== Segment start ==
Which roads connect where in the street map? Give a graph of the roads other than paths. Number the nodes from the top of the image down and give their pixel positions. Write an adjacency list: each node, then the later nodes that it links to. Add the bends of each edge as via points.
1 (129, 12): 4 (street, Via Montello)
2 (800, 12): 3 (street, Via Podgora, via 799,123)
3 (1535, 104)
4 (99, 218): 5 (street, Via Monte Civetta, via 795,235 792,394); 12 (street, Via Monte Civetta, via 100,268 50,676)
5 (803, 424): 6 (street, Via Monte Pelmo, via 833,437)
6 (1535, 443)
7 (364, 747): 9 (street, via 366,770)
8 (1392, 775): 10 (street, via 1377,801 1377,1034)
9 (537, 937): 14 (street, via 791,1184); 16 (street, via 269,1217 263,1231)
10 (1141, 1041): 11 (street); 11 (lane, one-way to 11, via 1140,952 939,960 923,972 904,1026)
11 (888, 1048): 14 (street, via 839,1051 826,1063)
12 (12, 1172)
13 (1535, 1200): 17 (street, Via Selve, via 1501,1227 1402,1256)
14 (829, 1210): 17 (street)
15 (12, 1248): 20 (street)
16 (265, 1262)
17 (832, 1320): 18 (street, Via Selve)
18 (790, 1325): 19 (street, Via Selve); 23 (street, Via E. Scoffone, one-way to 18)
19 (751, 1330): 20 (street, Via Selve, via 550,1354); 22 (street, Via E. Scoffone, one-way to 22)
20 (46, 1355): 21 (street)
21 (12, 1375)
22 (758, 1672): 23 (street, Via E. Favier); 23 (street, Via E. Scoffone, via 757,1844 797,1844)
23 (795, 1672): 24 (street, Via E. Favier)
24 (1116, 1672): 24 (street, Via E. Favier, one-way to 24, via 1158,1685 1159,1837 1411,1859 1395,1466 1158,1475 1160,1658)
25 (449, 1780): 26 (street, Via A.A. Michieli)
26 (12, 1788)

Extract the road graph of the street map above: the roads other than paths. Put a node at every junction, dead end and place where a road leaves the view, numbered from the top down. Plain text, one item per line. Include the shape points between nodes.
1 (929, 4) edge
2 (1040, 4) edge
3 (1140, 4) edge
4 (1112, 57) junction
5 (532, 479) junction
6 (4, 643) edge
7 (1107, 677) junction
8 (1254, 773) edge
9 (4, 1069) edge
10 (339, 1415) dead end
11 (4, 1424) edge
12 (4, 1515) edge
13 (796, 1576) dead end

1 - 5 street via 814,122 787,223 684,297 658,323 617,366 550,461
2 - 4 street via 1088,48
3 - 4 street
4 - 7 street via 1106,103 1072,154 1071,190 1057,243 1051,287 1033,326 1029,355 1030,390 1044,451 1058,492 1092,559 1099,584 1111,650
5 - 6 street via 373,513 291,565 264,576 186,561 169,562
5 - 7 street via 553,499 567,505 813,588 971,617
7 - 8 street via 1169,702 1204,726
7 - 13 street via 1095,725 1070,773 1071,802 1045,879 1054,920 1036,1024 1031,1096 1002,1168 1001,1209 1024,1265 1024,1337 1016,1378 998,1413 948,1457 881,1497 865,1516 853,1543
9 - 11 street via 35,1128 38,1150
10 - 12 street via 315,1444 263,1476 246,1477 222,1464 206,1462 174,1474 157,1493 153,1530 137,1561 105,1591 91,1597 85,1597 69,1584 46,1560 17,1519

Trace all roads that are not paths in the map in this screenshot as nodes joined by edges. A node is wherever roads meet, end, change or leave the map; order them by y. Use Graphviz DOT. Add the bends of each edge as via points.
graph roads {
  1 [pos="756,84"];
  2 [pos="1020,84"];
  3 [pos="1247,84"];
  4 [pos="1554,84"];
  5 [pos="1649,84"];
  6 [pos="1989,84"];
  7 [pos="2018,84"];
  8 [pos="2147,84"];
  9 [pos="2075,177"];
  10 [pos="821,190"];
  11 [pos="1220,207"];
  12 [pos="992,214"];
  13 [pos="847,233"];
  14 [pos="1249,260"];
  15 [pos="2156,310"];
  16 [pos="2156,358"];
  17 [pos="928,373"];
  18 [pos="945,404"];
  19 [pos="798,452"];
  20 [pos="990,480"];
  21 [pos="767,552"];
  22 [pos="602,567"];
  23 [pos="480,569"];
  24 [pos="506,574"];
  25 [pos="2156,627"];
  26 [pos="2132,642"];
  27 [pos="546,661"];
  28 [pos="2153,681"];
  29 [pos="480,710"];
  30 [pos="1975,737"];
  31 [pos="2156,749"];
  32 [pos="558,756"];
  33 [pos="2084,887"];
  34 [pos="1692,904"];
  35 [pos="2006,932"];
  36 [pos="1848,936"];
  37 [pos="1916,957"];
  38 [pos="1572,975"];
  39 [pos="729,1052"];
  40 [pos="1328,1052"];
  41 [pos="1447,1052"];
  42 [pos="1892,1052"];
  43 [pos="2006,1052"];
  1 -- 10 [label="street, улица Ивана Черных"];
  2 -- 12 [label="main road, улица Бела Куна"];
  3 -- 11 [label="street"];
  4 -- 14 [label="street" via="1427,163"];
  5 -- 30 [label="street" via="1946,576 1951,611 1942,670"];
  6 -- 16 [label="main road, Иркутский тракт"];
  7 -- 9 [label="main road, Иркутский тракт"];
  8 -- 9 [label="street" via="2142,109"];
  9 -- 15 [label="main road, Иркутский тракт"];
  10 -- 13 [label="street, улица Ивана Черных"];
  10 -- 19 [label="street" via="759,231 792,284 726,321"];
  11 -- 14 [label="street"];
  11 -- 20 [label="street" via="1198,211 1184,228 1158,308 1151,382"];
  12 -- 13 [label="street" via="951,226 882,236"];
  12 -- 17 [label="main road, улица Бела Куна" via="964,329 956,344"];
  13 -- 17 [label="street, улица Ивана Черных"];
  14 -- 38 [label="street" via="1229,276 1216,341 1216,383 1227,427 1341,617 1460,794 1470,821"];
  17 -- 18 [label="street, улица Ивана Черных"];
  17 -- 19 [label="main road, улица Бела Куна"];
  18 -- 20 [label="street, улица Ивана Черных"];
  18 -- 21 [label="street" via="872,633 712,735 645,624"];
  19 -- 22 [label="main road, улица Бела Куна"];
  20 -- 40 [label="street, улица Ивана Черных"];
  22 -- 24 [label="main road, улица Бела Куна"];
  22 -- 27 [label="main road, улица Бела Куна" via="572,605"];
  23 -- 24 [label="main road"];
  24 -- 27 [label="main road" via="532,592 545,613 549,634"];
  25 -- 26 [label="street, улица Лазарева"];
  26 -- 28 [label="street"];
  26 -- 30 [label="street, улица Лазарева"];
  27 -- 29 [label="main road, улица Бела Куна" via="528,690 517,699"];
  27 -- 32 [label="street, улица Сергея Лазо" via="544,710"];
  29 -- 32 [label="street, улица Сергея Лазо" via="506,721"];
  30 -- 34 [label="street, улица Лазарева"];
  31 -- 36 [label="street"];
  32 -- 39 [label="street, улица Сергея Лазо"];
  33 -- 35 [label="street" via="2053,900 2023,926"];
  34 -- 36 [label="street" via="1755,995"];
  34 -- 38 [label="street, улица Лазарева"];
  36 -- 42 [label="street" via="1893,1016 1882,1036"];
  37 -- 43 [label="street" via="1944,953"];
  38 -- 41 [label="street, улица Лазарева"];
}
== Segment end ==
- _Exercise requirements_
Whatever appears in the material must be set down again, word for word.

- _Answer box_
Which roads connect where in the street map? Give a graph of the roads other than paths. Number the nodes from the top of the image down and give their pixel positions. Write an adjacency list: each node, then the later nodes that it links to. Add the bends of each edge as via points.
1 (129, 12): 4 (street, Via Montello)
2 (800, 12): 3 (street, Via Podgora, via 799,123)
3 (1535, 104)
4 (99, 218): 5 (street, Via Monte Civetta, via 795,235 792,394); 12 (street, Via Monte Civetta, via 100,268 50,676)
5 (803, 424): 6 (street, Via Monte Pelmo, via 833,437)
6 (1535, 443)
7 (364, 747): 9 (street, via 366,770)
8 (1392, 775): 10 (street, via 1377,801 1377,1034)
9 (537, 937): 14 (street, via 791,1184); 16 (street, via 269,1217 263,1231)
10 (1141, 1041): 11 (street); 11 (lane, one-way to 11, via 1140,952 939,960 923,972 904,1026)
11 (888, 1048): 14 (street, via 839,1051 826,1063)
12 (12, 1172)
13 (1535, 1200): 17 (street, Via Selve, via 1501,1227 1402,1256)
14 (829, 1210): 17 (street)
15 (12, 1248): 20 (street)
16 (265, 1262)
17 (832, 1320): 18 (street, Via Selve)
18 (790, 1325): 19 (street, Via Selve); 23 (street, Via E. Scoffone, one-way to 18)
19 (751, 1330): 20 (street, Via Selve, via 550,1354); 22 (street, Via E. Scoffone, one-way to 22)
20 (46, 1355): 21 (street)
21 (12, 1375)
22 (758, 1672): 23 (street, Via E. Favier); 23 (street, Via E. Scoffone, via 757,1844 797,1844)
23 (795, 1672): 24 (street, Via E. Favier)
24 (1116, 1672): 24 (street, Via E. Favier, one-way to 24, via 1158,1685 1159,1837 1411,1859 1395,1466 1158,1475 1160,1658)
25 (449, 1780): 26 (street, Via A.A. Michieli)
26 (12, 1788)

Extract the road graph of the street map above: the roads other than paths. Put a node at every junction, dead end and place where a road leaves the view, numbered from the top down. Plain text, one item per line. Include the shape points between nodes.
1 (929, 4) edge
2 (1040, 4) edge
3 (1140, 4) edge
4 (1112, 57) junction
5 (532, 479) junction
6 (4, 643) edge
7 (1107, 677) junction
8 (1254, 773) edge
9 (4, 1069) edge
10 (339, 1415) dead end
11 (4, 1424) edge
12 (4, 1515) edge
13 (796, 1576) dead end

1 - 5 street via 814,122 787,223 684,297 658,323 617,366 550,461
2 - 4 street via 1088,48
3 - 4 street
4 - 7 street via 1106,103 1072,154 1071,190 1057,243 1051,287 1033,326 1029,355 1030,390 1044,451 1058,492 1092,559 1099,584 1111,650
5 - 6 street via 373,513 291,565 264,576 186,561 169,562
5 - 7 street via 553,499 567,505 813,588 971,617
7 - 8 street via 1169,702 1204,726
7 - 13 street via 1095,725 1070,773 1071,802 1045,879 1054,920 1036,1024 1031,1096 1002,1168 1001,1209 1024,1265 1024,1337 1016,1378 998,1413 948,1457 881,1497 865,1516 853,1543
9 - 11 street via 35,1128 38,1150
10 - 12 street via 315,1444 263,1476 246,1477 222,1464 206,1462 174,1474 157,1493 153,1530 137,1561 105,1591 91,1597 85,1597 69,1584 46,1560 17,1519

Trace all roads that are not paths in the map in this screenshot as nodes joined by edges. A node is wherever roads meet, end, change or leave the map; order them by y. Use Graphviz DOT. Add the bends of each edge as via points.
graph roads {
  1 [pos="756,84"];
  2 [pos="1020,84"];
  3 [pos="1247,84"];
  4 [pos="1554,84"];
  5 [pos="1649,84"];
  6 [pos="1989,84"];
  7 [pos="2018,84"];
  8 [pos="2147,84"];
  9 [pos="2075,177"];
  10 [pos="821,190"];
  11 [pos="1220,207"];
  12 [pos="992,214"];
  13 [pos="847,233"];
  14 [pos="1249,260"];
  15 [pos="2156,310"];
  16 [pos="2156,358"];
  17 [pos="928,373"];
  18 [pos="945,404"];
  19 [pos="798,452"];
  20 [pos="990,480"];
  21 [pos="767,552"];
  22 [pos="602,567"];
  23 [pos="480,569"];
  24 [pos="506,574"];
  25 [pos="2156,627"];
  26 [pos="2132,642"];
  27 [pos="546,661"];
  28 [pos="2153,681"];
  29 [pos="480,710"];
  30 [pos="1975,737"];
  31 [pos="2156,749"];
  32 [pos="558,756"];
  33 [pos="2084,887"];
  34 [pos="1692,904"];
  35 [pos="2006,932"];
  36 [pos="1848,936"];
  37 [pos="1916,957"];
  38 [pos="1572,975"];
  39 [pos="729,1052"];
  40 [pos="1328,1052"];
  41 [pos="1447,1052"];
  42 [pos="1892,1052"];
  43 [pos="2006,1052"];
  1 -- 10 [label="street, улица Ивана Черных"];
  2 -- 12 [label="main road, улица Бела Куна"];
  3 -- 11 [label="street"];
  4 -- 14 [label="street" via="1427,163"];
  5 -- 30 [label="street" via="1946,576 1951,611 1942,670"];
  6 -- 16 [label="main road, Иркутский тракт"];
  7 -- 9 [label="main road, Иркутский тракт"];
  8 -- 9 [label="street" via="2142,109"];
  9 -- 15 [label="main road, Иркутский тракт"];
  10 -- 13 [label="street, улица Ивана Черных"];
  10 -- 19 [label="street" via="759,231 792,284 726,321"];
  11 -- 14 [label="street"];
  11 -- 20 [label="street" via="1198,211 1184,228 1158,308 1151,382"];
  12 -- 13 [label="street" via="951,226 882,236"];
  12 -- 17 [label="main road, улица Бела Куна" via="964,329 956,344"];
  13 -- 17 [label="street, улица Ивана Черных"];
  14 -- 38 [label="street" via="1229,276 1216,341 1216,383 1227,427 1341,617 1460,794 1470,821"];
  17 -- 18 [label="street, улица Ивана Черных"];
  17 -- 19 [label="main road, улица Бела Куна"];
  18 -- 20 [label="street, улица Ивана Черных"];
  18 -- 21 [label="street" via="872,633 712,735 645,624"];
  19 -- 22 [label="main road, улица Бела Куна"];
  20 -- 40 [label="street, улица Ивана Черных"];
  22 -- 24 [label="main road, улица Бела Куна"];
  22 -- 27 [label="main road, улица Бела Куна" via="572,605"];
  23 -- 24 [label="main road"];
  24 -- 27 [label="main road" via="532,592 545,613 549,634"];
  25 -- 26 [label="street, улица Лазарева"];
  26 -- 28 [label="street"];
  26 -- 30 [label="street, улица Лазарева"];
  27 -- 29 [label="main road, улица Бела Куна" via="528,690 517,699"];
  27 -- 32 [label="street, улица Сергея Лазо" via="544,710"];
  29 -- 32 [label="street, улица Сергея Лазо" via="506,721"];
  30 -- 34 [label="street, улица Лазарева"];
  31 -- 36 [label="street"];
  32 -- 39 [label="street, улица Сергея Лазо"];
  33 -- 35 [label="street" via="2053,900 2023,926"];
  34 -- 36 [label="street" via="1755,995"];
  34 -- 38 [label="street, улица Лазарева"];
  36 -- 42 [label="street" via="1893,1016 1882,1036"];
  37 -- 43 [label="street" via="1944,953"];
  38 -- 41 [label="street, улица Лазарева"];
}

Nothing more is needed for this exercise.